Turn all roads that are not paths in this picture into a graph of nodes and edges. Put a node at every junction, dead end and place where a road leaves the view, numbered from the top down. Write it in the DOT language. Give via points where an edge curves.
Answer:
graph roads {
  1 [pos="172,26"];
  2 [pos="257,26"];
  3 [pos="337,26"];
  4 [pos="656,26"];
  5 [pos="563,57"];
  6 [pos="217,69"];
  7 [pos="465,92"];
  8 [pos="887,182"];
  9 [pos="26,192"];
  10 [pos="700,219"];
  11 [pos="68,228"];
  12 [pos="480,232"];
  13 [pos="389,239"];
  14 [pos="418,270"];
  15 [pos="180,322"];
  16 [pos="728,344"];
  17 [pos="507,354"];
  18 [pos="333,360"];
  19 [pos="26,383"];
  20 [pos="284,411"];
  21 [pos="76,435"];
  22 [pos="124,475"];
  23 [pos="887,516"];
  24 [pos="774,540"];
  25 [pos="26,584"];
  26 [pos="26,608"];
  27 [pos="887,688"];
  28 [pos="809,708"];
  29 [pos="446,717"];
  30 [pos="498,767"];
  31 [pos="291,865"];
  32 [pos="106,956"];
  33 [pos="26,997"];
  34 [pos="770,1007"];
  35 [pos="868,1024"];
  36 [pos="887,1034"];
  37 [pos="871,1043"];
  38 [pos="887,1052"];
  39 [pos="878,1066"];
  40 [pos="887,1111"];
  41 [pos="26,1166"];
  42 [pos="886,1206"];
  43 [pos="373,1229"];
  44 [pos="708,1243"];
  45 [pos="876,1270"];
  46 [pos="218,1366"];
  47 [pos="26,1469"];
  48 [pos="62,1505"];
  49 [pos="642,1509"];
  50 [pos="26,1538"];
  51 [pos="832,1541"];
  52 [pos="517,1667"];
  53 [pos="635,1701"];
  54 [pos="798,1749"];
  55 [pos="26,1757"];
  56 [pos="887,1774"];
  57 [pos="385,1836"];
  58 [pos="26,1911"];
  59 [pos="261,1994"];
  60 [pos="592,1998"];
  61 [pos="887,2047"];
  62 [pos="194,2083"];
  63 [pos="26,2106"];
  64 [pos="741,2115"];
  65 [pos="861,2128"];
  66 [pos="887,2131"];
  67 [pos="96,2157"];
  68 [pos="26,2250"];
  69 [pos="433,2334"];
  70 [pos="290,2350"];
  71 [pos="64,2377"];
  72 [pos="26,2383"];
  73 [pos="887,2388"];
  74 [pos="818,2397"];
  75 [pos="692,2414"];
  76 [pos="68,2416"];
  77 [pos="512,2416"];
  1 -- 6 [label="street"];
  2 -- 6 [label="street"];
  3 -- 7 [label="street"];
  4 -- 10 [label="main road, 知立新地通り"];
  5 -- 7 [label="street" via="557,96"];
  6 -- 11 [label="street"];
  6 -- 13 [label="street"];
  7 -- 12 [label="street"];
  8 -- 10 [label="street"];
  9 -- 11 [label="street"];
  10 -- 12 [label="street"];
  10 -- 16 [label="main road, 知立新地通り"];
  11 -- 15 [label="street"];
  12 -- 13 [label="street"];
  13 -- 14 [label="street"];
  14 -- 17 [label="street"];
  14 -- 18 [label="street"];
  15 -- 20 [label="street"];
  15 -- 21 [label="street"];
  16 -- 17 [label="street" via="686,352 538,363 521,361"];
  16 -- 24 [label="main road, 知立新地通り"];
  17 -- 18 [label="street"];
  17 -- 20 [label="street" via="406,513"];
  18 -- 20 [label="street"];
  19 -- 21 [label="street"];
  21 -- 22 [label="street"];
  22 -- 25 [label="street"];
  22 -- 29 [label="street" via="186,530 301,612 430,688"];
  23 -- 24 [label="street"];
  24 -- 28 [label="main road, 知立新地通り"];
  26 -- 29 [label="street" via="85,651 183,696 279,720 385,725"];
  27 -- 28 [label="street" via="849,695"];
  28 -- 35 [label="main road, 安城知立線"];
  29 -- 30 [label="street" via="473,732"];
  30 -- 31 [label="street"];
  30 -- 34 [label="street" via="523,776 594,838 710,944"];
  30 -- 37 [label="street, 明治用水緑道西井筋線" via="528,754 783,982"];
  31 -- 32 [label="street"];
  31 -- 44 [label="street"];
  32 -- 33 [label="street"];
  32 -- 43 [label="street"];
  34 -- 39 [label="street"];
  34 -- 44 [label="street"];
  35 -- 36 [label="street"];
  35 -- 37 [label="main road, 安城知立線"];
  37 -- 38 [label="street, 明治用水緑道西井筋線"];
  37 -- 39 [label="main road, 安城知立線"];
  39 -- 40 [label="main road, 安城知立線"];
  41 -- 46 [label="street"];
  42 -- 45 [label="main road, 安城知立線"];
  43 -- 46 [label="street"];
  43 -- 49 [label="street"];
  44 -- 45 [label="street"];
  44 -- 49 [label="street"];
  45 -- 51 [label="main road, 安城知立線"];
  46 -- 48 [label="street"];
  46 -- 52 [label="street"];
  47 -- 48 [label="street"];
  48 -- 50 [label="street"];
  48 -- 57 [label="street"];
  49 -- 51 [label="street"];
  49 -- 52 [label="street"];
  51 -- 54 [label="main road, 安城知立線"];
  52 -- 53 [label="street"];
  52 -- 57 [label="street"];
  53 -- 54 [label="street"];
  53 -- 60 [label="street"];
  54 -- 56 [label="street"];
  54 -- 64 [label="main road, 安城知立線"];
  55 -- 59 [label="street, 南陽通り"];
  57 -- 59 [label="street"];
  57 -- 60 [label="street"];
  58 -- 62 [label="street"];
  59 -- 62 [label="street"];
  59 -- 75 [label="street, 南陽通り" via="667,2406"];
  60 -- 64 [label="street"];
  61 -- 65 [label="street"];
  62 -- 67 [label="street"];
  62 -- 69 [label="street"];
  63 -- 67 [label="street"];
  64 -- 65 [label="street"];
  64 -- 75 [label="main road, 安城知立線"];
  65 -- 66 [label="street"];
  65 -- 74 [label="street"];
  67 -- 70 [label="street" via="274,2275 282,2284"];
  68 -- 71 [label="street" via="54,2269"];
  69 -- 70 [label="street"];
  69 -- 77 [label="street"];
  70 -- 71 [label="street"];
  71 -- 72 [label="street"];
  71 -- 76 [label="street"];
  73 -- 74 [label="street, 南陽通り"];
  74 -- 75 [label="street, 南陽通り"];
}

#####

What the exercise asks: Report how many lines of the records above contain the word "安城知立線", and give only that number.

Task result: 9